▶ **Saved entries**:
● ● ●

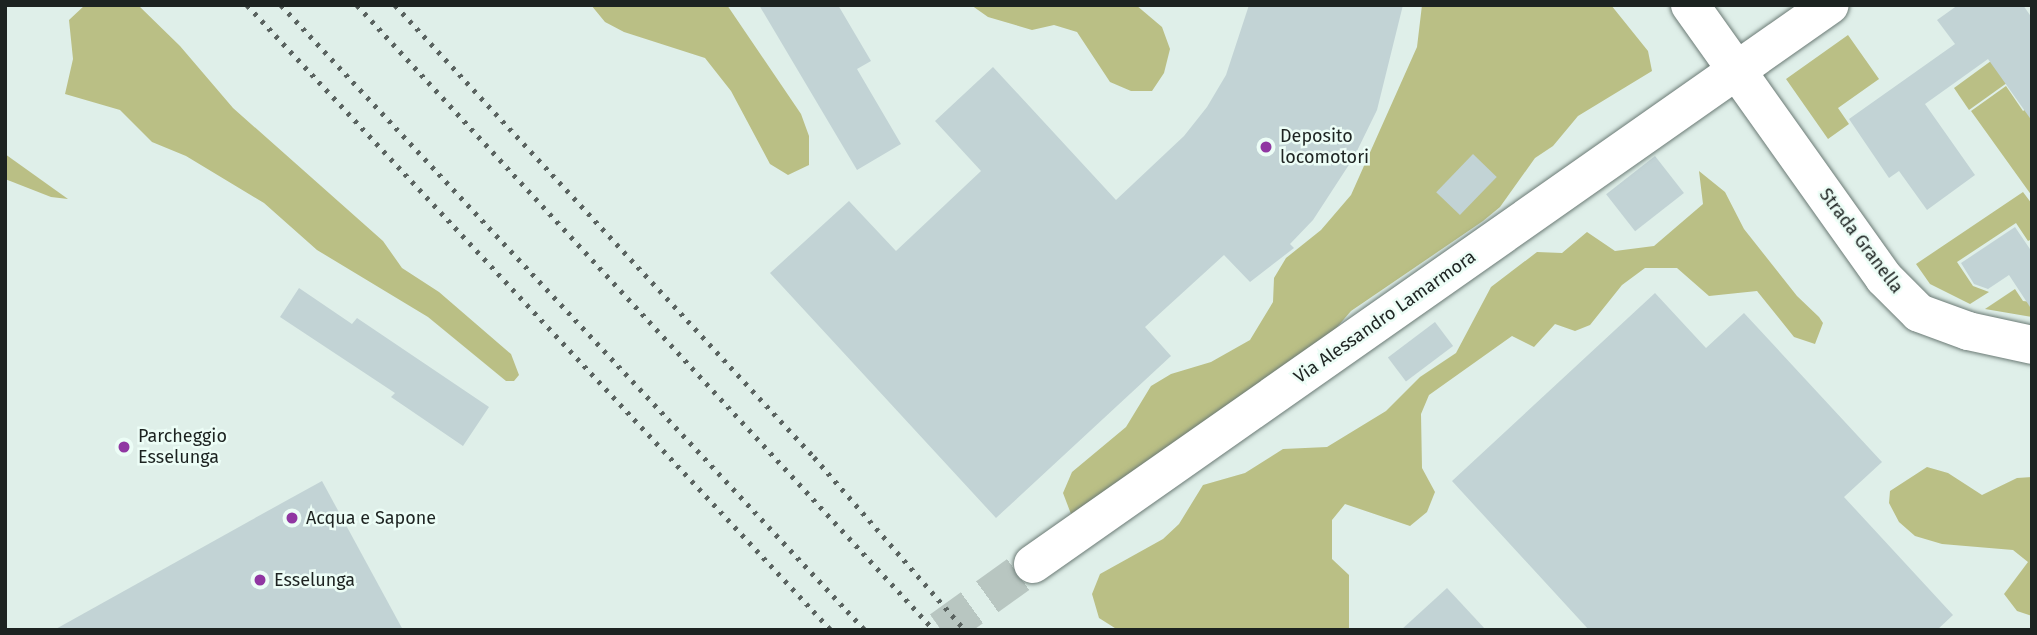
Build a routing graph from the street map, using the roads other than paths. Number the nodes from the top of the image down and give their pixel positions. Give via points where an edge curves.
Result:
1 (1690, 5) edge
2 (1830, 5) edge
3 (1737, 72) junction
4 (2032, 345) edge
5 (1033, 564) tunnel mouth

1 - 3 street, Strada Granella
2 - 3 street, Via Alessandro Lamarmora
3 - 4 street, Strada Granella via 1884,278 1919,313 1968,331
3 - 5 street, Via Alessandro Lamarmora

● ● ●

▶ **Exercise prompt**: Copy the entries above faithfully and omit every image.

▶ **Result of this task**:
Build a routing graph from the street map, using the roads other than paths. Number the nodes from the top of the image down and give their pixel positions. Give via points where an edge curves.
Result:
1 (1690, 5) edge
2 (1830, 5) edge
3 (1737, 72) junction
4 (2032, 345) edge
5 (1033, 564) tunnel mouth

1 - 3 street, Strada Granella
2 - 3 street, Via Alessandro Lamarmora
3 - 4 street, Strada Granella via 1884,278 1919,313 1968,331
3 - 5 street, Via Alessandro Lamarmora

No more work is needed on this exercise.